And piling Pelion upon Ossa, compliance. That cladding might have been cheaper, but it was OK because it ticked a box, and another box marked ‘value engineering’, no doubt. And the response: it looked like chaos but it probably ticked its boxes.  And the fire escape plan? Well, there was one. And the PM’s visit? Best described as a box left unticked. Good job the Queen knew what to say. On which part of planet Conservative and Unionist does that make sense? 

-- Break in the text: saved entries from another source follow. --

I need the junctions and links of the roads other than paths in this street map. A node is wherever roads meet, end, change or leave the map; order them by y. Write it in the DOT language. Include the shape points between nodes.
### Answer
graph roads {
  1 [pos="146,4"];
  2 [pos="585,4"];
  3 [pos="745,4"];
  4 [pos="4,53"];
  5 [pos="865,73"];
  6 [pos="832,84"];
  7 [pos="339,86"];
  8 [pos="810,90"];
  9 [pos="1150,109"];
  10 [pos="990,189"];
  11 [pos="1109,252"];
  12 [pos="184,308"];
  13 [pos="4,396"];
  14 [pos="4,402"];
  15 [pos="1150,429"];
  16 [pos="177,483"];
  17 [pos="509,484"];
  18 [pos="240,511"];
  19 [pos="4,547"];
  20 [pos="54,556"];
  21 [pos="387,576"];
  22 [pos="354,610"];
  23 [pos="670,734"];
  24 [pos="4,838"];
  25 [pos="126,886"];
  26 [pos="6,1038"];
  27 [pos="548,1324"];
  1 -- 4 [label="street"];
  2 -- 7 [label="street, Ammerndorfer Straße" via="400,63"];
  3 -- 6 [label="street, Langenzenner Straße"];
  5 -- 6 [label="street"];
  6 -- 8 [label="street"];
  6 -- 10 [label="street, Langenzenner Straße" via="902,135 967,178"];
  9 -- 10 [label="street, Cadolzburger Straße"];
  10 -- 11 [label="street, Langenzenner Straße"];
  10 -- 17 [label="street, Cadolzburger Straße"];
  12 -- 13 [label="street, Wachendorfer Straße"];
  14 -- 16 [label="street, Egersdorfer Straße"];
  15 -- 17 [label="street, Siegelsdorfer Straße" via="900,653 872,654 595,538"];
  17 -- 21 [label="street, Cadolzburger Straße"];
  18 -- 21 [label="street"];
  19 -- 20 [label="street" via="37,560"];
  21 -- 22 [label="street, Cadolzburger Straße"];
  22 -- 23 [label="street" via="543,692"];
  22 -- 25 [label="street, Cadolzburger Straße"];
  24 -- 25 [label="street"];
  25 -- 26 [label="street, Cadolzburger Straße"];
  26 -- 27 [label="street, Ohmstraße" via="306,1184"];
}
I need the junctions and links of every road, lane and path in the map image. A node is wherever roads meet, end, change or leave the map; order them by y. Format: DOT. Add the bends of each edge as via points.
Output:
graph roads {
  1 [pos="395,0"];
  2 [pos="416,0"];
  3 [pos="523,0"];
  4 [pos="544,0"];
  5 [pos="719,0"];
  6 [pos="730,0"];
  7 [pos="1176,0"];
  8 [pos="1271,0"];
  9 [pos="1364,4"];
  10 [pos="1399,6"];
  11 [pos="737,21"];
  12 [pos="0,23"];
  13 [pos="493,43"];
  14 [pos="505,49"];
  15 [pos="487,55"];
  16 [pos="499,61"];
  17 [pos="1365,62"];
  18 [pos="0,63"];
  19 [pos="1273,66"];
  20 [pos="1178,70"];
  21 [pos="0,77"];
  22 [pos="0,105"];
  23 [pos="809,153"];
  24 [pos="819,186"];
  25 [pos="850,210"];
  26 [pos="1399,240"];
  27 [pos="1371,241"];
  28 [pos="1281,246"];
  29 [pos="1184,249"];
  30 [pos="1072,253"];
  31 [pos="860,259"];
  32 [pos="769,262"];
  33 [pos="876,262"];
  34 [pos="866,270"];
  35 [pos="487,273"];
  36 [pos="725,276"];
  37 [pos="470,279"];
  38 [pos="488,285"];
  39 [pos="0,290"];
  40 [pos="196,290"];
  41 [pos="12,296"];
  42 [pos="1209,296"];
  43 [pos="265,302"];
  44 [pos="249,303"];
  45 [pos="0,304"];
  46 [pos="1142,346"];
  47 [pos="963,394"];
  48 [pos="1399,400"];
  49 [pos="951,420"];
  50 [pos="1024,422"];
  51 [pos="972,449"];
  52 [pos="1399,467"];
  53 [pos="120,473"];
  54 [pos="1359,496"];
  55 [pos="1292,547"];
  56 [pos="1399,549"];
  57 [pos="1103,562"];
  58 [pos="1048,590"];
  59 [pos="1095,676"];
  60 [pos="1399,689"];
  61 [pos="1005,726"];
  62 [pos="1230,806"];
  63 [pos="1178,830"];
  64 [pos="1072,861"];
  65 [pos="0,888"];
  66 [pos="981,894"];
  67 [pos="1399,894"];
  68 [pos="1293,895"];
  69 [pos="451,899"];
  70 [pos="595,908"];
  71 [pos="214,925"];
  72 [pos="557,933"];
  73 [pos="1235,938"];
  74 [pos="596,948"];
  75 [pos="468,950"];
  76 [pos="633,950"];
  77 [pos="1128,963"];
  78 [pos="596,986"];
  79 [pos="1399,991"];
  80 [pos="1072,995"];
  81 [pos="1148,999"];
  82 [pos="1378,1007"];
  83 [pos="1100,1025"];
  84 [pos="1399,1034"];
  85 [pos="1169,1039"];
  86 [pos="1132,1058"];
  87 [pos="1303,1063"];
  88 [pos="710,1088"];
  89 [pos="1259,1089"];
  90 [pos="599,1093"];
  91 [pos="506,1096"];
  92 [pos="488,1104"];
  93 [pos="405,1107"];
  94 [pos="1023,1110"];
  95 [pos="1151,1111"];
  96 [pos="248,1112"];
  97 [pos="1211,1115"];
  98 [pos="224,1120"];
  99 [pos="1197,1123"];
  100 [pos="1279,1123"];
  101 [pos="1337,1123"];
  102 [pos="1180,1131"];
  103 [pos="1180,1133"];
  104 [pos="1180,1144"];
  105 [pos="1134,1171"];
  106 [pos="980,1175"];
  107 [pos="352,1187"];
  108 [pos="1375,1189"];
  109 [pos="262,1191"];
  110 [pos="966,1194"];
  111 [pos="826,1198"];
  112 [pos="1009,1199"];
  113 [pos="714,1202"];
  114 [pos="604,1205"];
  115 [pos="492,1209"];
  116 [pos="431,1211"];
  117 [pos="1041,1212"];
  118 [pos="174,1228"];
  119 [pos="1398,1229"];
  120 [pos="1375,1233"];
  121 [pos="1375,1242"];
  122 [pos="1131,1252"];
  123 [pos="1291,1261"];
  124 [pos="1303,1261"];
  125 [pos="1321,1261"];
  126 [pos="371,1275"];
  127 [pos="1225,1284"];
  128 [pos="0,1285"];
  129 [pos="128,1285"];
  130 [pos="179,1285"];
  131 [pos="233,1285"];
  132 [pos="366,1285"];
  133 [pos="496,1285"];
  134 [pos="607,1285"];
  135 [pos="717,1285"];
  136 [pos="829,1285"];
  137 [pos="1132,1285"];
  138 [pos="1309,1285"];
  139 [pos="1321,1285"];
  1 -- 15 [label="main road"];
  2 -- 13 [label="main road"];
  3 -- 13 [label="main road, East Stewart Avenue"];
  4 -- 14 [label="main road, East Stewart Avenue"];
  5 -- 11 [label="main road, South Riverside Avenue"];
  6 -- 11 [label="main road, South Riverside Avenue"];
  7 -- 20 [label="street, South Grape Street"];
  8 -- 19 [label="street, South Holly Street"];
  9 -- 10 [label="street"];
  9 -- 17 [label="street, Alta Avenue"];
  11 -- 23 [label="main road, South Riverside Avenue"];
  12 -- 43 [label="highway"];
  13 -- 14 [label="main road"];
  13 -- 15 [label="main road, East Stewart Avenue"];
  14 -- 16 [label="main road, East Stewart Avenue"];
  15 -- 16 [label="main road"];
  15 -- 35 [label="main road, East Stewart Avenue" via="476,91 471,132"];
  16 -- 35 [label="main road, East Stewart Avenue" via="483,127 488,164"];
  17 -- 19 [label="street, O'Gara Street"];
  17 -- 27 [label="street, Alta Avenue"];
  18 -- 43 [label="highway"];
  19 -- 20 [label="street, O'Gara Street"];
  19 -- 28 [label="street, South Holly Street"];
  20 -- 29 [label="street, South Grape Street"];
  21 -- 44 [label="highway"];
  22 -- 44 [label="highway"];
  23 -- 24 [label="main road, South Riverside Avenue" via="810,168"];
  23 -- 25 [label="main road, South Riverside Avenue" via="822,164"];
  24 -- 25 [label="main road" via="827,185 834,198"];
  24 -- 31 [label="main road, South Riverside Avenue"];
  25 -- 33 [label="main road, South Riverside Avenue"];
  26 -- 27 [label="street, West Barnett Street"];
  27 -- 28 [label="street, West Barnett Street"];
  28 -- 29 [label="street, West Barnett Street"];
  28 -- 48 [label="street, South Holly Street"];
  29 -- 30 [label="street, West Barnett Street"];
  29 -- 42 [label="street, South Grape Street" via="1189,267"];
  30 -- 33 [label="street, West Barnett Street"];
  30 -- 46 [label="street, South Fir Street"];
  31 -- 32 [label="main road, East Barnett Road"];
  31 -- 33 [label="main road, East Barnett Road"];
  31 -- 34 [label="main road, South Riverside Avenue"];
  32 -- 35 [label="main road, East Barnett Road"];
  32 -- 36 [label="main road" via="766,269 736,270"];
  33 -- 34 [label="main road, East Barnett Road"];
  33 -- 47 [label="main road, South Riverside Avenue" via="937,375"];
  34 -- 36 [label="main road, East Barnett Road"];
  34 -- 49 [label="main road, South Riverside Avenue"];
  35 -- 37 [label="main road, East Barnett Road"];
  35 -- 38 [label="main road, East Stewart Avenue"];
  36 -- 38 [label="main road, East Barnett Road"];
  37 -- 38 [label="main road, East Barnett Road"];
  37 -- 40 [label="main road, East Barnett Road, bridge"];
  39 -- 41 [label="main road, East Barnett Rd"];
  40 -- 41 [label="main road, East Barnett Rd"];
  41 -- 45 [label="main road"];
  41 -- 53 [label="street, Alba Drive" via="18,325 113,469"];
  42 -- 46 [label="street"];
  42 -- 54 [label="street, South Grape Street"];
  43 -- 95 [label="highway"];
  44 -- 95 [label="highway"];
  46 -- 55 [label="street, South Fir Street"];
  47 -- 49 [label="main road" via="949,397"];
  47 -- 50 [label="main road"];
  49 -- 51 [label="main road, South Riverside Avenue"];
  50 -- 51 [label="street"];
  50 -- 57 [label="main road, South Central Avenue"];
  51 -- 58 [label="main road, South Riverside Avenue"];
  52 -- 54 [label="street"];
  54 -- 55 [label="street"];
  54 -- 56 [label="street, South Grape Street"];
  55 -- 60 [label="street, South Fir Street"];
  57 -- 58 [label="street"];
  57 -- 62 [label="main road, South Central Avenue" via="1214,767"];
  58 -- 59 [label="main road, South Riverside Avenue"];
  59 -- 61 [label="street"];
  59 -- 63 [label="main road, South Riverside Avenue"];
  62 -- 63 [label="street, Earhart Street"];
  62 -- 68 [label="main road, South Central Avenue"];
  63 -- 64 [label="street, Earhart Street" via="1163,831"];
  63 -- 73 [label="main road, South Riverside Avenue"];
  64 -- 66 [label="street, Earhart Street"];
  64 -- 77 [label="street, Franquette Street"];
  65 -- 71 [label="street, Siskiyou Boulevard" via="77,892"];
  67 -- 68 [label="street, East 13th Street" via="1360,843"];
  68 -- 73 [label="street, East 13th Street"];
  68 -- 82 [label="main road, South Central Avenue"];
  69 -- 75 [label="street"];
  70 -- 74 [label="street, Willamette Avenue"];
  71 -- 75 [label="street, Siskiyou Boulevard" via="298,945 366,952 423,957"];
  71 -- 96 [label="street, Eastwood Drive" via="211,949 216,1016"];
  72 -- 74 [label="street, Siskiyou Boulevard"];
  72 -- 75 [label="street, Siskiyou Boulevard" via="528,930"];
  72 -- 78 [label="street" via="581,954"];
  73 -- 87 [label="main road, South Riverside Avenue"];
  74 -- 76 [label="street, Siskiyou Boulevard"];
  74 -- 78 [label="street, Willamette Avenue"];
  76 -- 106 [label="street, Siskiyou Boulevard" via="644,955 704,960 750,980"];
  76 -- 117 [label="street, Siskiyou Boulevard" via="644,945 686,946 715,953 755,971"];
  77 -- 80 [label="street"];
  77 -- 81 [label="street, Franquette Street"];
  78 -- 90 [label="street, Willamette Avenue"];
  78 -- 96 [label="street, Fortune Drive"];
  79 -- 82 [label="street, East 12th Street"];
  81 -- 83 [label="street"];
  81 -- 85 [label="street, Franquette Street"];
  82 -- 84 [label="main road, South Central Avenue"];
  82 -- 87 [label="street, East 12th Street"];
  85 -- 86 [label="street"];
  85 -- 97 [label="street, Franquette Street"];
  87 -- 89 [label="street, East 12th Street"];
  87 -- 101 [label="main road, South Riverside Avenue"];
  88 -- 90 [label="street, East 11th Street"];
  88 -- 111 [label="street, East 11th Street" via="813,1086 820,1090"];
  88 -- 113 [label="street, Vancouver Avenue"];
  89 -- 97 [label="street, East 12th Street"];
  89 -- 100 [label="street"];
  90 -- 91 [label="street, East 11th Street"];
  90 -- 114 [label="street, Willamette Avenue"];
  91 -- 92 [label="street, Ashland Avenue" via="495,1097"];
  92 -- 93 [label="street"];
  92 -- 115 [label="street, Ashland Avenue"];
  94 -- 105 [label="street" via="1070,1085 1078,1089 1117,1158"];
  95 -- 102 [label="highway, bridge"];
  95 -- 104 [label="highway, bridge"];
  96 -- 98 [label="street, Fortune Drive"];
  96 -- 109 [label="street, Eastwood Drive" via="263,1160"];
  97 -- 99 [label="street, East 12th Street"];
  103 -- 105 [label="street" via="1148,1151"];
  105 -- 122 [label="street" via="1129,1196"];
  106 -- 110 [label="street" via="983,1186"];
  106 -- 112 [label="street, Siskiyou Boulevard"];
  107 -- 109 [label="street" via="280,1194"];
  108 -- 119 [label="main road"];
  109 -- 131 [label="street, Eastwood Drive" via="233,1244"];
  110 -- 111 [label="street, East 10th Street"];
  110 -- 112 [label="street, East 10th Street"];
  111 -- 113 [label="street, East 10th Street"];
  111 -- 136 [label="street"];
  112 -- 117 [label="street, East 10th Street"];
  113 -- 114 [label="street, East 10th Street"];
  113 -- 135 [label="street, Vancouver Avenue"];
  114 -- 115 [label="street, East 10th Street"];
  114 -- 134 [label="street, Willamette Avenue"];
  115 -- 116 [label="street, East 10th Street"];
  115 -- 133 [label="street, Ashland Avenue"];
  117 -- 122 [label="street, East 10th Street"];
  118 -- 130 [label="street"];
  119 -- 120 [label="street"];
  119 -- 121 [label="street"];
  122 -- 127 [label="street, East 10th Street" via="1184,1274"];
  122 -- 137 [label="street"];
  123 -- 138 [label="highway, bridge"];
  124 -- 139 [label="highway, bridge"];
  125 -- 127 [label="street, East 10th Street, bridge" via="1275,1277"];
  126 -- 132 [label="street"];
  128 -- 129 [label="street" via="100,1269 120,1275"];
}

Public services can’t be replaced by box-ticking. Targets are important, perhaps even necessary, but never sufficient. When you strip away all professionalism, all respect for the job and most of the money, and leave civic institutions with compliance matrices rather than public values then we’re all, literally and terrifyingly, at risk. Literally in schools where the cheapest and easiest exams became the system’s calibrations, terrifyingly in tower blocks where no one’s job was to worry about the welfare of the people. The strongest survive such blinkered negligence but the vulnerable suffer. Children always suffer. 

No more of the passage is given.